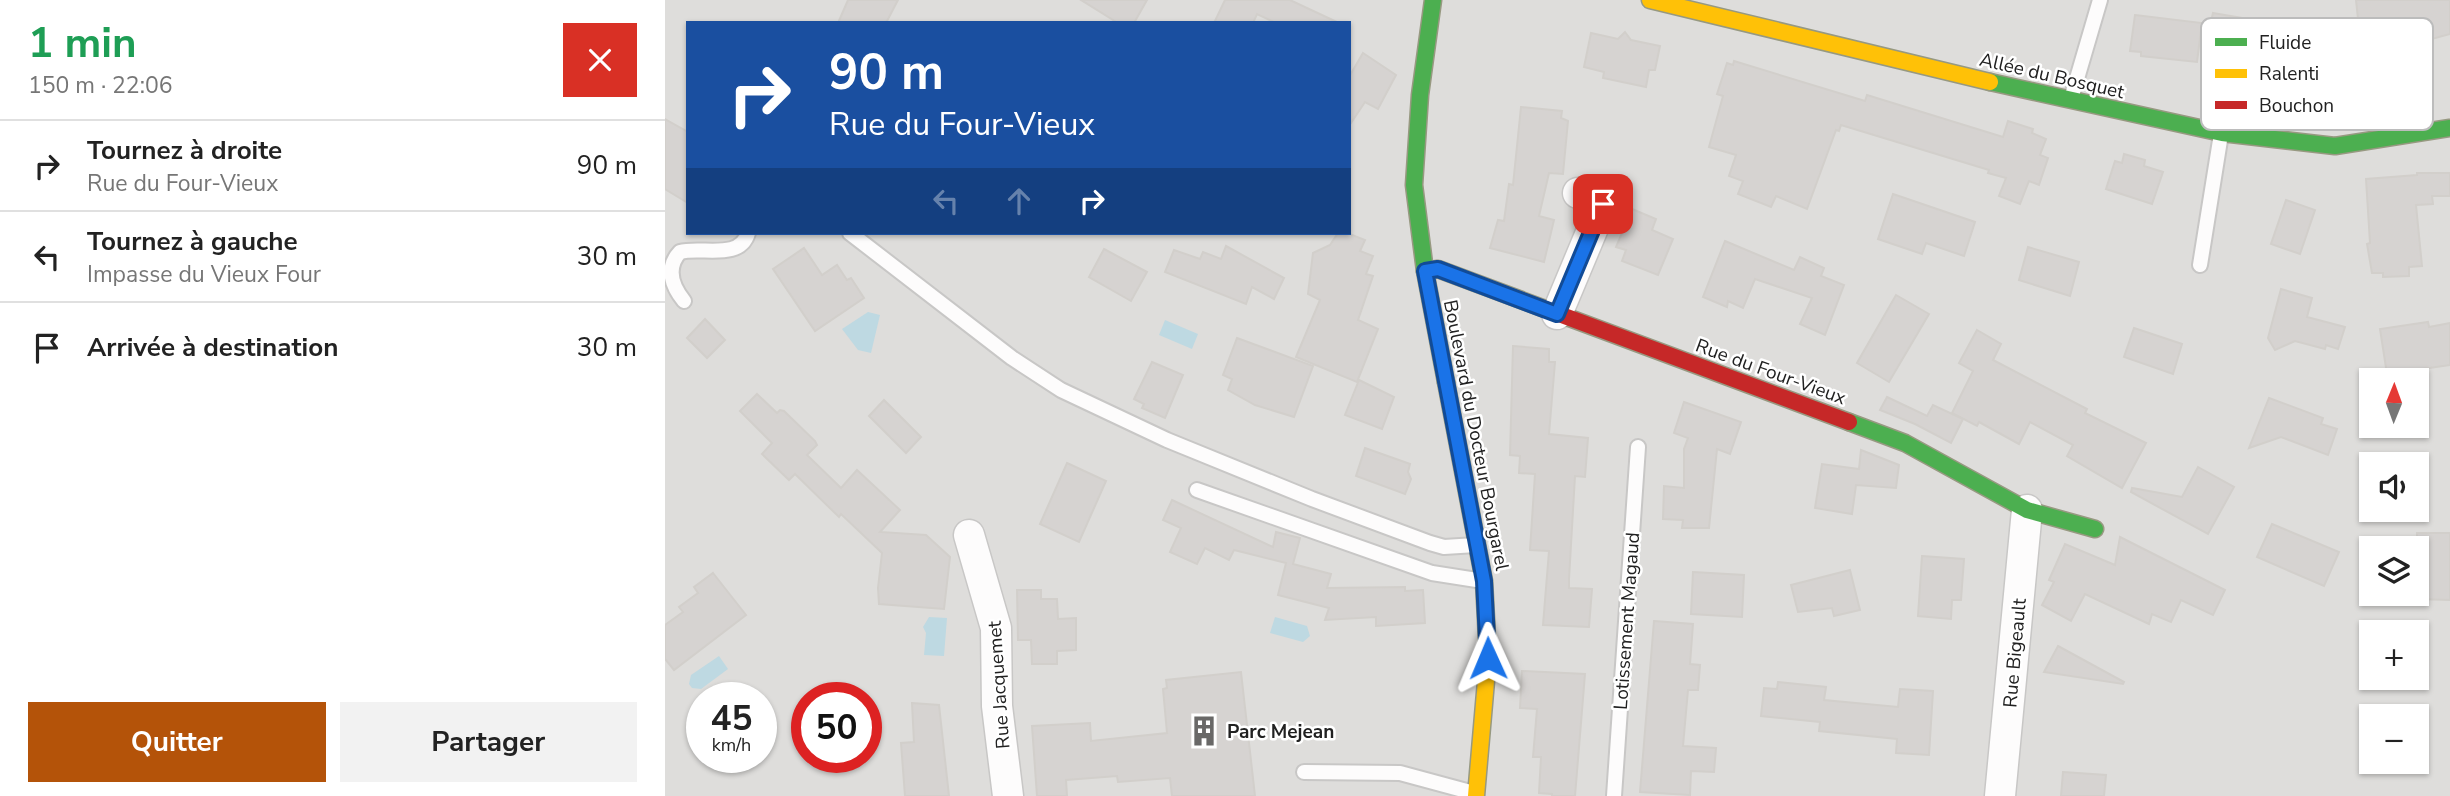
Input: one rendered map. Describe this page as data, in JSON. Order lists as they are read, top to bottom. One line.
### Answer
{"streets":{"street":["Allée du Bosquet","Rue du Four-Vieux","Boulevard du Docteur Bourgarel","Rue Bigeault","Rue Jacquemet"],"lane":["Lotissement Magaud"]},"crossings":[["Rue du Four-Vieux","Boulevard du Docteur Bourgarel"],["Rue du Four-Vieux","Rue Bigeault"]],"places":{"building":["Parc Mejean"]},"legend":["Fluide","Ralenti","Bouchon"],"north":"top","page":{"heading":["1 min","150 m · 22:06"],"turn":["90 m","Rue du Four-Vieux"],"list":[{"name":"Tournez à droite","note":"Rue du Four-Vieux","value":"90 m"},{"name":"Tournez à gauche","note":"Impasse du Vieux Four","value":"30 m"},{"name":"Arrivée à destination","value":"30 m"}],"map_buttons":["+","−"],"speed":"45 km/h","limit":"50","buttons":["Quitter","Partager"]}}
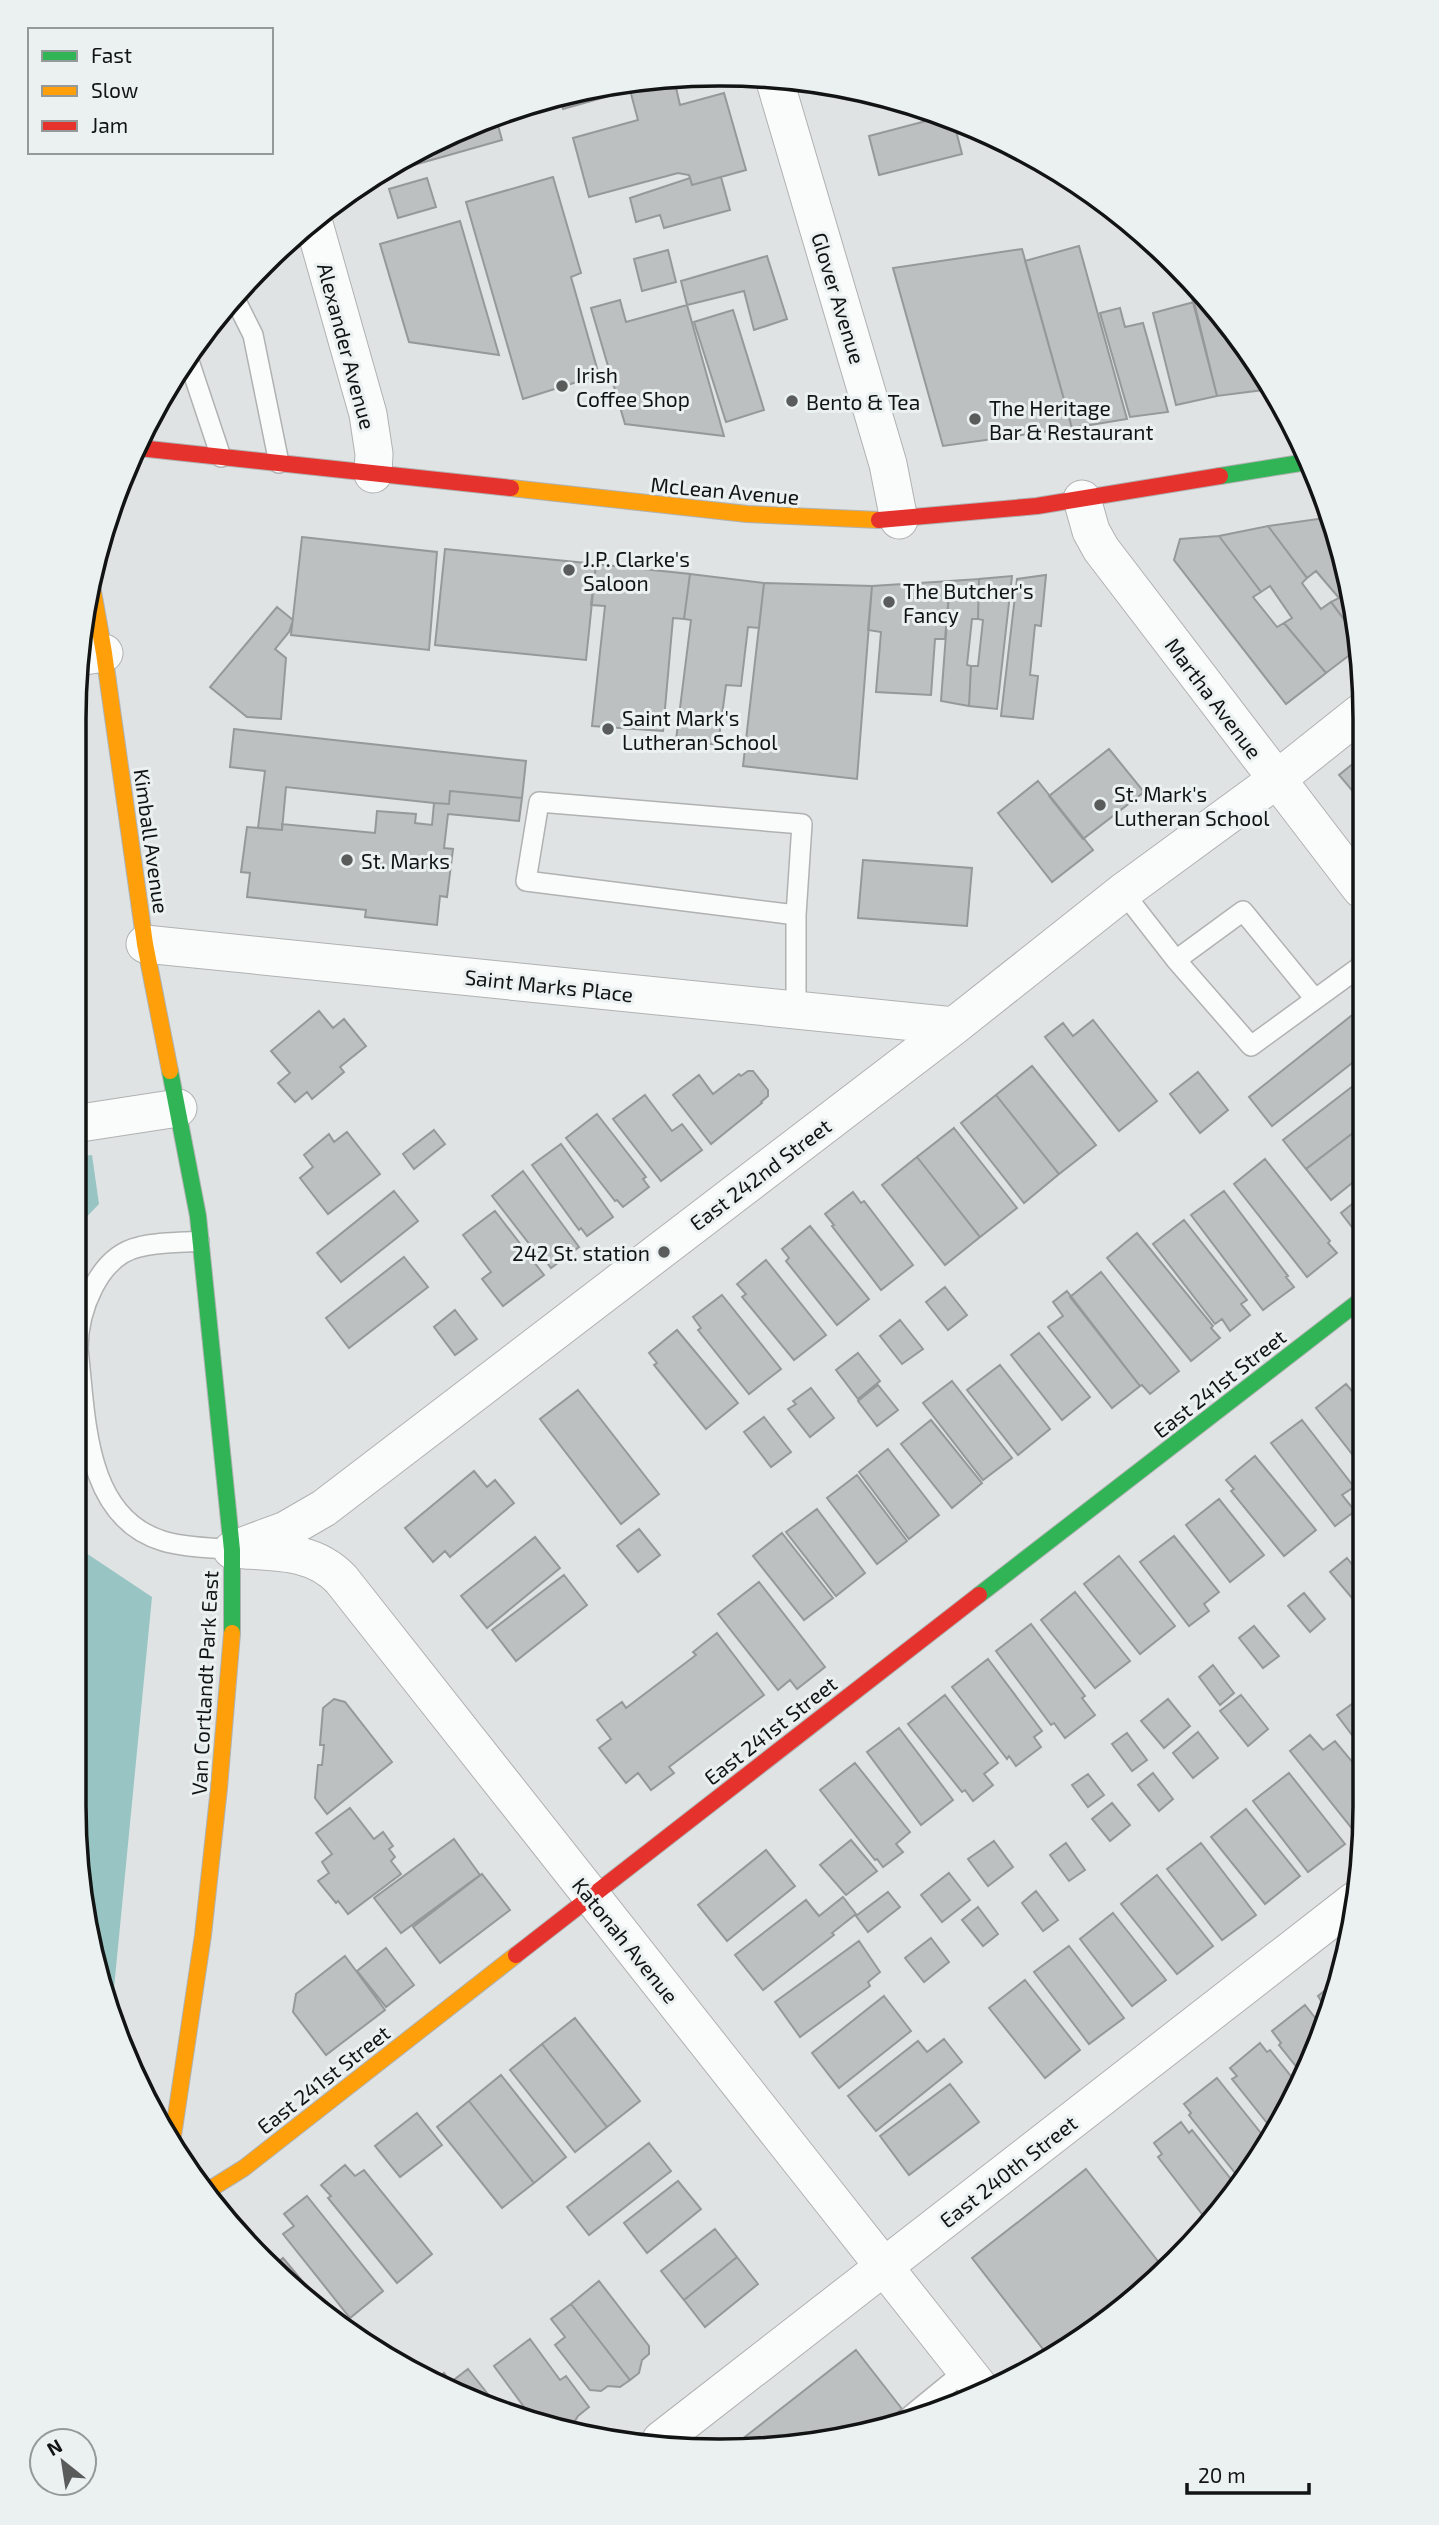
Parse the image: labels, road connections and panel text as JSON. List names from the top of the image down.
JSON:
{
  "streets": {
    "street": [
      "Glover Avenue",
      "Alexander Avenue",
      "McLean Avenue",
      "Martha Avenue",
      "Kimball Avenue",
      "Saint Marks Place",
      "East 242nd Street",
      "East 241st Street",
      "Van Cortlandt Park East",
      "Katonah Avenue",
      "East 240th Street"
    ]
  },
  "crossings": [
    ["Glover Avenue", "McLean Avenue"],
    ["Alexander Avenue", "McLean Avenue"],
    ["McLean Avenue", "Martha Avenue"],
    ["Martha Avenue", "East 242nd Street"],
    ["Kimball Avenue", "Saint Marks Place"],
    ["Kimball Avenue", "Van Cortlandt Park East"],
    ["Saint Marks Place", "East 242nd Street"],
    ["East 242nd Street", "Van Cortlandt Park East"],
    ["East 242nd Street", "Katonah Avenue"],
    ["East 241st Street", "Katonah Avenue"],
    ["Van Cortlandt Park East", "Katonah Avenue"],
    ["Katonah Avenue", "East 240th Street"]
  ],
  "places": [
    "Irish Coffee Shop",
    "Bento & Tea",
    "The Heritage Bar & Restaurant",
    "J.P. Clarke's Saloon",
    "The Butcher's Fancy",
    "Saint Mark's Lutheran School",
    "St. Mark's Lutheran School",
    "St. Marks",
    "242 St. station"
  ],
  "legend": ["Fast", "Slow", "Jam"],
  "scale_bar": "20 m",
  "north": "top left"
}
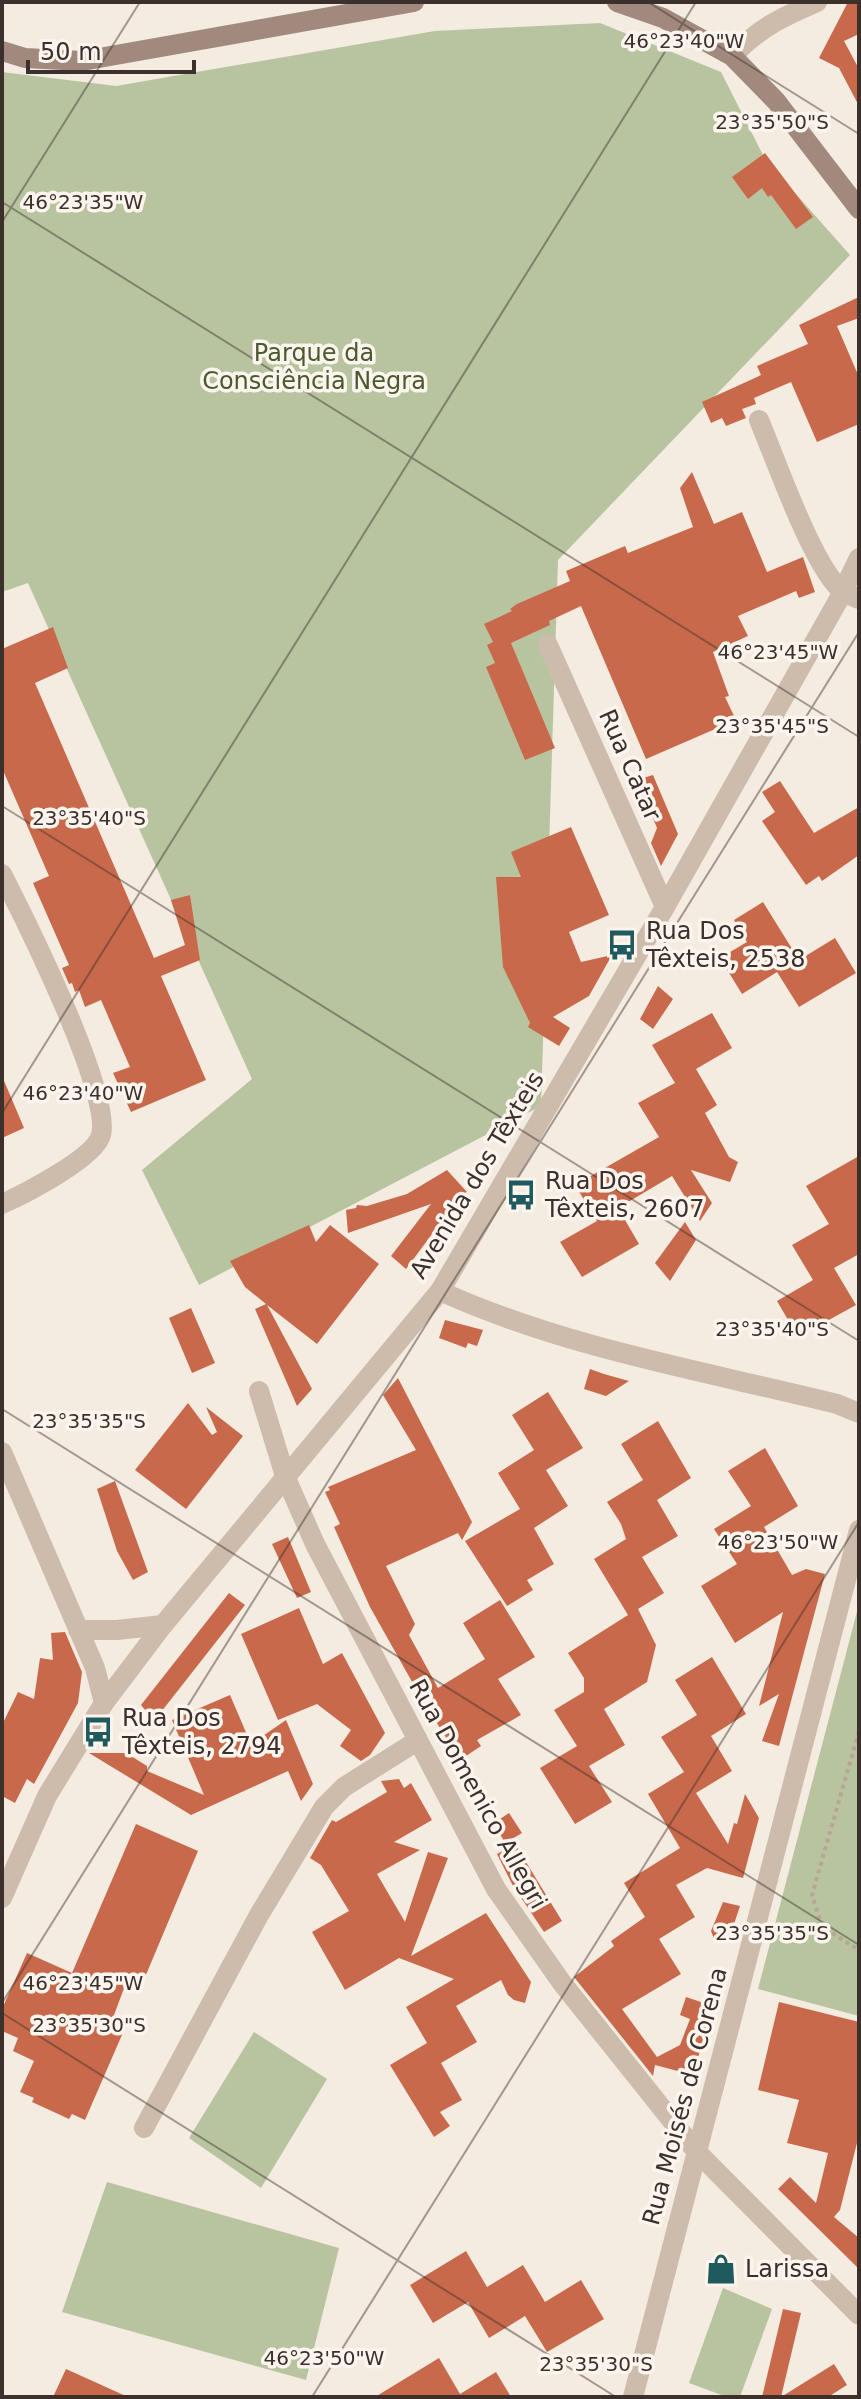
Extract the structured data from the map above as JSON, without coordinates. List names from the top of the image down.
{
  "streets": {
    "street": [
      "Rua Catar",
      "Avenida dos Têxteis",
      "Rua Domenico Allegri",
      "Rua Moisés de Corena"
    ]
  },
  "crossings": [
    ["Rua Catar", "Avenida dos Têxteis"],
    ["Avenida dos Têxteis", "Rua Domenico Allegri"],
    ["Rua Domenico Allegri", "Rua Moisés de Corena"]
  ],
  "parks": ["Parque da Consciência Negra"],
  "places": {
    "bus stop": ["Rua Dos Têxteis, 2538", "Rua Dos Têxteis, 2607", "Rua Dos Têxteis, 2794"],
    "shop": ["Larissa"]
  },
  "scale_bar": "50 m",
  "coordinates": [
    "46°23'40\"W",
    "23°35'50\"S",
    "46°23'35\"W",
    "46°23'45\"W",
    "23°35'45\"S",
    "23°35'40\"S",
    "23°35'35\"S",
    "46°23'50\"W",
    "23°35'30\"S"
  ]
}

■ ■ ■

- Work to complete:
Return the entries above exactly as they appear. Pictures should not be copied.

- Exercise solution:
Input: one rendered map. Describe this page as data, in JSON. Order lists as they are read, top to bottom. One line.
### Answer
{"streets":{"street":["Allée du Bosquet","Rue du Four-Vieux","Boulevard du Docteur Bourgarel","Rue Bigeault","Rue Jacquemet"],"lane":["Lotissement Magaud"]},"crossings":[["Rue du Four-Vieux","Boulevard du Docteur Bourgarel"],["Rue du Four-Vieux","Rue Bigeault"]],"places":{"building":["Parc Mejean"]},"legend":["Fluide","Ralenti","Bouchon"],"north":"top","page":{"heading":["1 min","150 m · 22:06"],"turn":["90 m","Rue du Four-Vieux"],"list":[{"name":"Tournez à droite","note":"Rue du Four-Vieux","value":"90 m"},{"name":"Tournez à gauche","note":"Impasse du Vieux Four","value":"30 m"},{"name":"Arrivée à destination","value":"30 m"}],"map_buttons":["+","−"],"speed":"45 km/h","limit":"50","buttons":["Quitter","Partager"]}}
Parse the image: labels, road connections and panel text as JSON. List names from the top of the image down.
JSON:
{
  "streets": {
    "street": [
      "Glover Avenue",
      "Alexander Avenue",
      "McLean Avenue",
      "Martha Avenue",
      "Kimball Avenue",
      "Saint Marks Place",
      "East 242nd Street",
      "East 241st Street",
      "Van Cortlandt Park East",
      "Katonah Avenue",
      "East 240th Street"
    ]
  },
  "crossings": [
    ["Glover Avenue", "McLean Avenue"],
    ["Alexander Avenue", "McLean Avenue"],
    ["McLean Avenue", "Martha Avenue"],
    ["Martha Avenue", "East 242nd Street"],
    ["Kimball Avenue", "Saint Marks Place"],
    ["Kimball Avenue", "Van Cortlandt Park East"],
    ["Saint Marks Place", "East 242nd Street"],
    ["East 242nd Street", "Van Cortlandt Park East"],
    ["East 242nd Street", "Katonah Avenue"],
    ["East 241st Street", "Katonah Avenue"],
    ["Van Cortlandt Park East", "Katonah Avenue"],
    ["Katonah Avenue", "East 240th Street"]
  ],
  "places": [
    "Irish Coffee Shop",
    "Bento & Tea",
    "The Heritage Bar & Restaurant",
    "J.P. Clarke's Saloon",
    "The Butcher's Fancy",
    "Saint Mark's Lutheran School",
    "St. Mark's Lutheran School",
    "St. Marks",
    "242 St. station"
  ],
  "legend": ["Fast", "Slow", "Jam"],
  "scale_bar": "20 m",
  "north": "top left"
}
Extract the structured data from the map above as JSON, without coordinates. List names from the top of the image down.
{
  "streets": {
    "street": [
      "Rua Catar",
      "Avenida dos Têxteis",
      "Rua Domenico Allegri",
      "Rua Moisés de Corena"
    ]
  },
  "crossings": [
    ["Rua Catar", "Avenida dos Têxteis"],
    ["Avenida dos Têxteis", "Rua Domenico Allegri"],
    ["Rua Domenico Allegri", "Rua Moisés de Corena"]
  ],
  "parks": ["Parque da Consciência Negra"],
  "places": {
    "bus stop": ["Rua Dos Têxteis, 2538", "Rua Dos Têxteis, 2607", "Rua Dos Têxteis, 2794"],
    "shop": ["Larissa"]
  },
  "scale_bar": "50 m",
  "coordinates": [
    "46°23'40\"W",
    "23°35'50\"S",
    "46°23'35\"W",
    "46°23'45\"W",
    "23°35'45\"S",
    "23°35'40\"S",
    "23°35'35\"S",
    "46°23'50\"W",
    "23°35'30\"S"
  ]
}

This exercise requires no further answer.